(Per-instance keypoint data)

*** Block opens ***

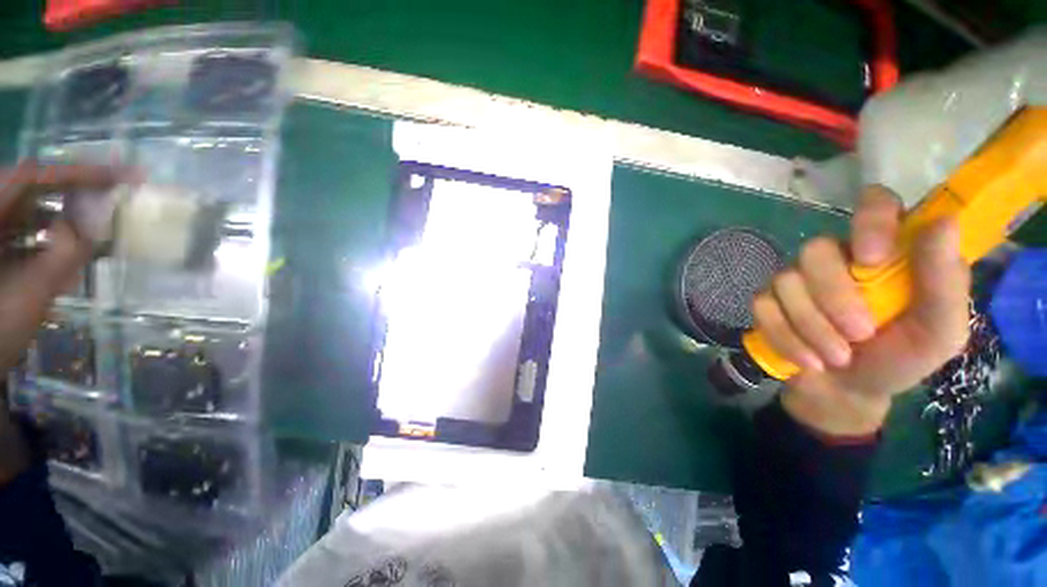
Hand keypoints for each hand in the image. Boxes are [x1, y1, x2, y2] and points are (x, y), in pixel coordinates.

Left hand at [0, 163, 123, 374]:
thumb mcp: (31, 294)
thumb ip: (62, 253)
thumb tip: (91, 224)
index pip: (32, 176)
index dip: (78, 171)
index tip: (124, 176)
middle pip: (30, 186)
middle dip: (73, 188)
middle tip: (116, 192)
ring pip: (28, 206)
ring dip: (63, 210)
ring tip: (98, 220)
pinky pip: (23, 227)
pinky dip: (49, 230)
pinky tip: (69, 243)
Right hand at [753, 186, 969, 435]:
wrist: (848, 390)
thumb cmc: (900, 358)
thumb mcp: (939, 332)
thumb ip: (944, 283)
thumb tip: (943, 222)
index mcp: (884, 252)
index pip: (874, 205)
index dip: (869, 221)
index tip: (871, 259)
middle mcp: (836, 258)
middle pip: (815, 250)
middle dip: (834, 298)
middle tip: (859, 335)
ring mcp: (795, 279)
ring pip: (786, 282)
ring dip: (812, 327)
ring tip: (836, 357)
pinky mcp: (766, 301)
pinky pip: (763, 308)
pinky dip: (786, 338)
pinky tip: (809, 360)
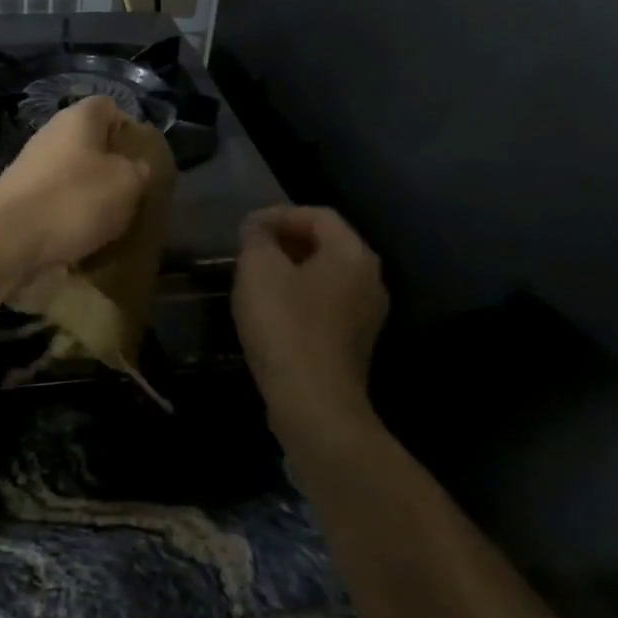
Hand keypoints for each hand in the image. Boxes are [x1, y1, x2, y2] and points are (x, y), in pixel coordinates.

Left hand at [0, 96, 151, 272]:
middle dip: (111, 167)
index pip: (110, 107)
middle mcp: (51, 134)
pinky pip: (55, 200)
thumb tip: (135, 167)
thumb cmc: (75, 200)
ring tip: (110, 222)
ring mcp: (31, 166)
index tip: (143, 159)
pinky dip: (69, 216)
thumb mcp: (127, 183)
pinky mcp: (19, 197)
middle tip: (132, 194)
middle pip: (90, 143)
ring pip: (73, 174)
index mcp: (78, 118)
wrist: (7, 240)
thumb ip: (139, 169)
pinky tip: (81, 237)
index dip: (130, 129)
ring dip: (91, 195)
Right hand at [234, 206, 388, 435]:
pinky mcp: (354, 344)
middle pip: (326, 244)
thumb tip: (259, 226)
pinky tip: (271, 312)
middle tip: (249, 250)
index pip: (318, 215)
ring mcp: (367, 315)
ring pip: (325, 277)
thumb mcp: (258, 268)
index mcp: (353, 254)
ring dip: (290, 271)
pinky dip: (299, 299)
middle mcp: (370, 279)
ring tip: (255, 279)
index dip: (280, 214)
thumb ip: (258, 236)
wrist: (313, 404)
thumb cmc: (285, 325)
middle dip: (285, 241)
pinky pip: (326, 305)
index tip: (247, 228)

*** Block closes ***

Only the lines from the top of the data through the line with "pinky dip: (69, 216)" should be quoted, exactly and with both ends kept; skip the pictures.

Task result:
Hand keypoints for each hand in the image. Boxes are [x1, y1, x2, y2] and points are (x, y), in pixel coordinates.

Left hand at [0, 163, 123, 374]:
thumb mcp: (31, 294)
thumb ip: (62, 253)
thumb tip: (91, 224)
index pip: (32, 176)
index dip: (78, 171)
index tip: (124, 176)
middle pip: (30, 186)
middle dip: (73, 188)
middle tip: (116, 192)
ring pip: (28, 206)
ring dip: (63, 210)
ring tip: (98, 220)
pinky pip: (23, 227)
pinky dip: (49, 230)
pinky tip: (69, 243)
Right hand at [753, 186, 969, 435]:
wrist: (848, 390)
thumb cmc: (900, 358)
thumb mcp: (939, 332)
thumb ip: (944, 283)
thumb tip: (943, 222)
index mcp: (884, 252)
index pip: (874, 205)
index dip: (869, 221)
index tip: (871, 259)
middle mcp: (836, 258)
middle pip: (815, 250)
middle dip: (834, 298)
middle tip: (859, 335)
ring mcp: (795, 279)
ring pip: (786, 282)
ring dip: (812, 327)
ring tip: (836, 357)
pinky mcp: (766, 301)
pinky pip: (763, 308)
pinky dip: (786, 338)
pinky tip: (809, 360)
Hand keypoints for each hand in the image. Boxes are [x1, y1, x2, y2] and points are (x, y), in pixel coordinates.

Left hand at [0, 96, 151, 272]:
middle dip: (111, 167)
index pip: (110, 107)
middle mcp: (51, 134)
pinky pip: (55, 200)
thumb tip: (135, 167)
thumb cmc: (75, 200)
ring tip: (110, 222)
ring mcp: (31, 166)
index tip: (143, 159)
pinky dip: (69, 216)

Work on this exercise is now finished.